Greene genes and NCBI data base translability

microuser2 · May 31, 2021, 10:52am

Hi,

Since QIIME uses Greene genes data base, if I come up with some detected species and would like to browse them in NCBI finder, how do I find for example Klebsiella 297311 (read by greengenes) into searchable full genome sequence on NCBI?

Thanks
Regards
Natalia

Nicholas_Bokulich · May 31, 2021, 11:02am

Welcome to the forum @microuser2 !

QIIME 2 uses ANY database that you feed it

It is by no means restricted to Greengenes — we provide pre-trained classifiers for Greengenes and SILVA on our website, but other commonly used databases that are compatible more or less "off the shelf" include GTDB, UNITE, and any other database that uses compatible file formats (FASTA and tab-delimited taxonomy files)

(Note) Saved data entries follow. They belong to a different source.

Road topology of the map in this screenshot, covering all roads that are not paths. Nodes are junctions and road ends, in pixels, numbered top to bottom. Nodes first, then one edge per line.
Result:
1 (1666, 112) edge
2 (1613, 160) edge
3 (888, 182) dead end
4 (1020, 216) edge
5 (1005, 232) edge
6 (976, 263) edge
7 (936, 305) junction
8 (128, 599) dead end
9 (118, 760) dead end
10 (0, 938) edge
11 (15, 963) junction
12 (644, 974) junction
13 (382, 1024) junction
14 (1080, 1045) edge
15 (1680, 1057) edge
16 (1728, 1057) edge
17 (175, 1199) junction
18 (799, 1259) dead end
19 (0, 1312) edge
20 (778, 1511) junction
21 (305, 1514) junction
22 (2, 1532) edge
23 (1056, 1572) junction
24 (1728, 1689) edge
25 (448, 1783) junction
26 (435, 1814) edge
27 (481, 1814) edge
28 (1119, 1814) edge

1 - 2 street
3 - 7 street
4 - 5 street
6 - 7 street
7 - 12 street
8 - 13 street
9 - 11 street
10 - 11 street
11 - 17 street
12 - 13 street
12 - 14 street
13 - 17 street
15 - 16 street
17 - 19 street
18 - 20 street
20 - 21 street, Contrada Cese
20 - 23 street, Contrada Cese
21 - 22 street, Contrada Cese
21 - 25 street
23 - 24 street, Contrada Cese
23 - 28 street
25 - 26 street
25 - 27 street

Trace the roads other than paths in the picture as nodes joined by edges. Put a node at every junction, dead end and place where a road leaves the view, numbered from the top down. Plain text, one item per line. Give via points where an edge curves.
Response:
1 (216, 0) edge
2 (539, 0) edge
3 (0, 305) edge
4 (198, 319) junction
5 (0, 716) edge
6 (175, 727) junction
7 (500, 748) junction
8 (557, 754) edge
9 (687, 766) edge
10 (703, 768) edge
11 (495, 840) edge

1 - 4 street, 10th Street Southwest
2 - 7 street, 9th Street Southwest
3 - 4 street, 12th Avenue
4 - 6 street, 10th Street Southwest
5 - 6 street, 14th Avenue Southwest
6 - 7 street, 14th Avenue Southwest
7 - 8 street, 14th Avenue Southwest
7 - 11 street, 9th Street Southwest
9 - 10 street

We even have a tutorial for using RESCRIPt (an external plugin) to compile a QIIME 2-formatted database from NCBI Genbank (this example uses the 16S RefSeqs):
https://forum.qiime2.org/t/using-rescript-to-compile-sequence-databases-and-taxonomy-classifiers-from-ncbi-genbank/15947/10

But it sounds like you have already processed data that was classified (or clustered) using Greengenes, and now want to map to NCBI sequences... you could use q2-feature-classifier to perform this mapping, e.g., to BLAST to find the top hit. Alternatively, just copy and paste the sequence that you want into NCBI BLAST to find the closest match...

Good luck!

microuser2 · May 31, 2021, 1:40pm

Thanks Nicholas, yes I have already used greengenes, and we made a heat map with species of interests accompanied by numbers. Now for many who wish to identify those in NCBI from our published resource it wouldn't be possible to look bck on the sequence. Any way they could decipher greenegenes species entry into NCBI without having sequence?
Regards
Natalia

Nicholas_Bokulich · May 31, 2021, 1:43pm

yes, based on the example you gave above it sounds like you used closed-reference OTU clustering against the greengenes database, so you could grab the greengenes representative sequence that maps to that greengenes ID. Then BLAST that to find the closest match in NCBI RefSeqs.